Chile: El Ejecutivo agiliza la agenda LGTB cuando los organismos internacionales fallan

NUEVA YORK, 12 de Agosto (C-Fam) El Gobierno de Chile se comprometió a “promover, avanzar, y apoyar” la agenda homosexual en un acuerdo audaz que va mucho más allá de lo que los activistas homosexuales podrían haber esperado de la Comisión Interamericana de Derechos Humanos.

El Ejecutivo chileno fue capaz de superar las posiciones progresistas de la Comisión sobre los derechos LGBT, así como fingir presión internacional sobre las propias instituciones democráticas para aprobar el “matrimonio homosexual”.

El recién publicado acuerdo fue alcanzado en junio e incluyó una denuncia del Movimiento Chileno de Integración y Liberación de los Homosexuales (MOVILH) y tres parejas homosexuales en 2012.

El grupo alegó que Chile estaba violando la Convención Interamericana de Derechos Humanos al no reconocer el matrimonio homosexual. Pero en realidad nunca tuvo la oportunidad de tener éxito, tanto en la Comisión como en la Corte Interamericana de Derechos Humanos.

En consonancia con la reciente jurisprudencia de otras cortes de derechos humanos internacionales, tanto las recomendaciones no vinculantes de la Comisión Interamericana como las decisiones vinculantes de la Corte Interamericana, no han declarado la existencia del derecho humano al “matrimonio homosexual”.

Al abordar las quejas como la de MOVILH, sólo han pedido el mínimo reconocimiento legal para las relaciones entre individuos del mismo sexo. Chile tiene una ley de unión civil desde el año 2015.

La Comisión probablemente habría archivado el caso de no ser por algunos abogados creativos. Chile decidió acordar un arreglo en lugar de permitir que MOVILH perdiera el caso.

Sin consultar a los electores o a la legislatura, Chile prometió al MOVILH y a la Comisión Interamericana introducir un proyecto de ley sobre el matrimonio entre personas del mismo sexo en la legislatura estatal, el cual se adoptará a finales de 2017. El acuerdo va aún más lejos.

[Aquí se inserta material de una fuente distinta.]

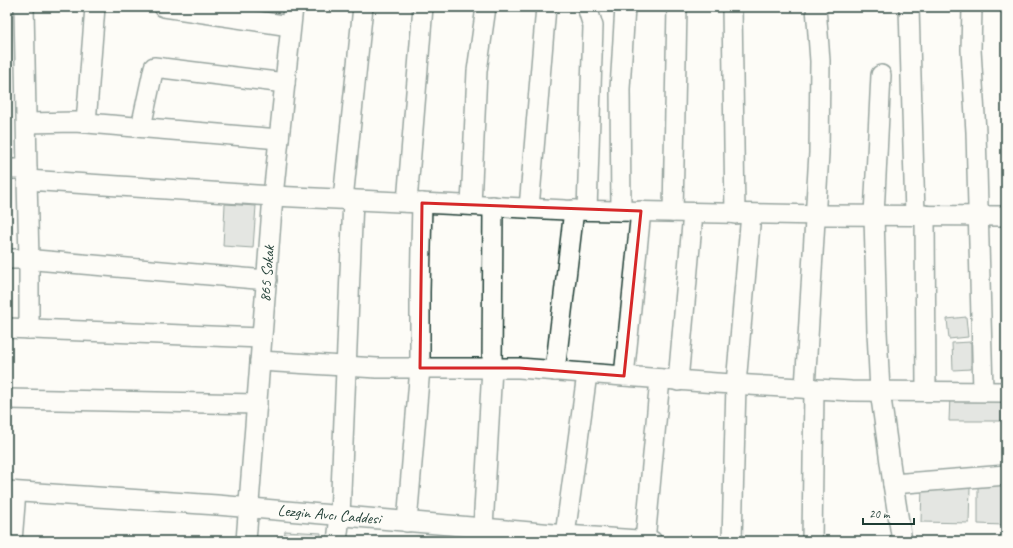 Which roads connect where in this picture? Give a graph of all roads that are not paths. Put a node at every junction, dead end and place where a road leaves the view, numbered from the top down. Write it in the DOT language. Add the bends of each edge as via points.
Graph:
graph roads {
  1 [pos="24,7"];
  2 [pos="95,7"];
  3 [pos="164,7"];
  4 [pos="293,7"];
  5 [pos="363,7"];
  6 [pos="423,7"];
  7 [pos="486,7"];
  8 [pos="546,7"];
  9 [pos="587,7"];
  10 [pos="625,7"];
  11 [pos="677,7"];
  12 [pos="732,7"];
  13 [pos="816,7"];
  14 [pos="909,7"];
  15 [pos="972,7"];
  16 [pos="290,26"];
  17 [pos="881,75"];
  18 [pos="285,83"];
  19 [pos="27,123"];
  20 [pos="86,123"];
  21 [pos="141,127"];
  22 [pos="279,139"];
  23 [pos="7,169"];
  24 [pos="27,174"];
  25 [pos="273,196"];
  26 [pos="348,199"];
  27 [pos="414,202"];
  28 [pos="471,205"];
  29 [pos="493,206"];
  30 [pos="529,208"];
  31 [pos="581,210"];
  32 [pos="621,211"];
  33 [pos="641,211"];
  34 [pos="673,212"];
  35 [pos="693,213"];
  36 [pos="743,214"];
  37 [pos="816,215"];
  38 [pos="874,215"];
  39 [pos="920,215"];
  40 [pos="978,216"];
  41 [pos="1006,216"];
  42 [pos="7,259"];
  43 [pos="29,259"];
  44 [pos="267,280"];
  45 [pos="7,328"];
  46 [pos="28,328"];
  47 [pos="262,338"];
  48 [pos="260,361"];
  49 [pos="347,366"];
  50 [pos="420,368"];
  51 [pos="492,368"];
  52 [pos="555,371"];
  53 [pos="587,374"];
  54 [pos="624,376"];
  55 [pos="669,380"];
  56 [pos="736,384"];
  57 [pos="810,389"];
  58 [pos="880,391"];
  59 [pos="926,391"];
  60 [pos="983,391"];
  61 [pos="1006,392"];
  62 [pos="7,400"];
  63 [pos="257,404"];
  64 [pos="1006,475"];
  65 [pos="893,484"];
  66 [pos="10,487"];
  67 [pos="249,508"];
  68 [pos="340,516"];
  69 [pos="407,522"];
  70 [pos="483,528"];
  71 [pos="565,535"];
  72 [pos="608,540"];
  73 [pos="12,541"];
  74 [pos="246,541"];
  75 [pos="337,541"];
  76 [pos="645,541"];
  77 [pos="652,541"];
  78 [pos="732,541"];
  79 [pos="812,541"];
  80 [pos="902,541"];
  1 -- 19 [label="street"];
  2 -- 20 [label="street"];
  3 -- 16 [label="street"];
  4 -- 16 [label="street, 865 Sokak"];
  5 -- 26 [label="street"];
  6 -- 27 [label="street"];
  7 -- 28 [label="street" via="477,71"];
  8 -- 30 [label="street"];
  9 -- 31 [label="street" via="593,26"];
  10 -- 32 [label="street" via="620,89"];
  11 -- 34 [label="street"];
  12 -- 36 [label="street"];
  13 -- 37 [label="street" via="820,61"];
  14 -- 39 [label="street"];
  15 -- 40 [label="street" via="971,50"];
  16 -- 18 [label="street, 865 Sokak"];
  17 -- 38 [label="street"];
  18 -- 21 [label="street" via="154,67"];
  18 -- 22 [label="street, 865 Sokak"];
  19 -- 20 [label="street"];
  19 -- 24 [label="street"];
  20 -- 21 [label="street"];
  21 -- 22 [label="street"];
  22 -- 25 [label="street, 865 Sokak"];
  23 -- 24 [label="street"];
  24 -- 25 [label="street"];
  24 -- 43 [label="street"];
  25 -- 26 [label="street"];
  25 -- 44 [label="street, 865 Sokak"];
  26 -- 27 [label="street"];
  26 -- 49 [label="street"];
  27 -- 28 [label="street"];
  27 -- 50 [label="street" via="420,292"];
  28 -- 29 [label="street"];
  29 -- 30 [label="street"];
  29 -- 51 [label="street"];
  30 -- 31 [label="street"];
  31 -- 32 [label="street"];
  31 -- 52 [label="street"];
  32 -- 33 [label="street"];
  33 -- 34 [label="street"];
  33 -- 54 [label="street"];
  34 -- 35 [label="street"];
  35 -- 36 [label="street"];
  35 -- 55 [label="street"];
  36 -- 37 [label="street"];
  36 -- 56 [label="street"];
  37 -- 38 [label="street"];
  37 -- 57 [label="street"];
  38 -- 39 [label="street"];
  38 -- 58 [label="street"];
  39 -- 40 [label="street"];
  39 -- 59 [label="street"];
  40 -- 41 [label="street"];
  40 -- 60 [label="street"];
  42 -- 43 [label="street"];
  43 -- 44 [label="street"];
  43 -- 46 [label="street"];
  44 -- 47 [label="street, 865 Sokak"];
  45 -- 46 [label="street"];
  46 -- 47 [label="street"];
  47 -- 48 [label="street, 865 Sokak"];
  48 -- 49 [label="street"];
  48 -- 63 [label="street, 865 Sokak"];
  49 -- 50 [label="street"];
  49 -- 68 [label="street"];
  50 -- 51 [label="street"];
  50 -- 69 [label="street"];
  51 -- 52 [label="street"];
  51 -- 70 [label="street"];
  52 -- 53 [label="street"];
  53 -- 54 [label="street"];
  53 -- 71 [label="street"];
  54 -- 55 [label="street"];
  55 -- 56 [label="street"];
  55 -- 76 [label="street"];
  56 -- 57 [label="street"];
  56 -- 78 [label="street"];
  57 -- 58 [label="street"];
  57 -- 79 [label="street"];
  58 -- 59 [label="street"];
  58 -- 65 [label="street"];
  59 -- 60 [label="street"];
  60 -- 61 [label="street"];
  62 -- 63 [label="street"];
  63 -- 67 [label="street, 865 Sokak"];
  64 -- 65 [label="street"];
  65 -- 80 [label="street"];
  66 -- 67 [label="street, Lezgin Avcı Caddesi"];
  66 -- 73 [label="street"];
  67 -- 68 [label="street, Lezgin Avcı Caddesi"];
  67 -- 74 [label="street, 865 Sokak"];
  68 -- 69 [label="street, Lezgin Avcı Caddesi"];
  68 -- 75 [label="street"];
  69 -- 70 [label="street, Lezgin Avcı Caddesi"];
  70 -- 71 [label="street, Lezgin Avcı Caddesi"];
  71 -- 72 [label="street, Lezgin Avcı Caddesi"];
  72 -- 76 [label="street, Lezgin Avcı Caddesi"];
  76 -- 77 [label="street, Lezgin Avcı Caddesi"];
}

Exige que Chile incluya políticas lesbianas, bisexuales y trans en los programas de salud para la mujer y “salud sexual y reproductiva”, dar reconocimiento legal a las categorías de orientación sexual e identidad de género, garantizar que la educación sexual nacional y los programas de educación cívica incluyan “contenidos en la diversidad sexual”.

También compromete a Chile a revisar una ley que regula la enseñanza de la religión, con el fin de evitar la discriminación de “maestros y estudiantes”, e incluso requiere que Chile establezca un grupo de trabajo para estudiar la cuestión de la adopción homosexual y la financiación de operaciones para cambio de sexo a través de fondos públicos.

Tanto voces laicas como religiosas han criticado la ideología de género.

“El gobierno confabuló con la Comisión y con el MOVILH con el fin de obligar al Congreso a aceptar su agenda ideológica y cultural”, según el profesor Tomás Henríquez, Director Ejecutivo de la Organización Comunidad y Justicia.

Aunque el acuerdo no obliga a la legislatura del estado, está firmado por varios ministros de alto nivel del ejecutivo de Chile. Los hechos pasaron casi desapercibidos en la prensa chilena.

El Padre Francisco Javier Astaburuaga Ossa, Doctor en Derecho Canónico y Fundador del Proyecto Nasciturus en Chile, dijo que el gobierno está “revelando en secreto, únicamente lo que debía revelar.”

Criticó el acuerdo como “un pacto que pone en peligro tanto la soberanía de nuestro Parlamento, así como nuestra Constitución política, re definiendo los conceptos de matrimonio y familia.”

La presidente de Chile, Michelle Bachelet, ex jefe de ONU Mujer, apoya el acuerdo. Bachelet también introdujo la píldora del día después en Chile y está intentando legalizar el aborto, alegando que es un derecho internacional. Actualmente se enfrenta a una probable derrota en las próximas elecciones nacionales. Su índice de aprobación alcanzó su punto más bajo en junio pasado.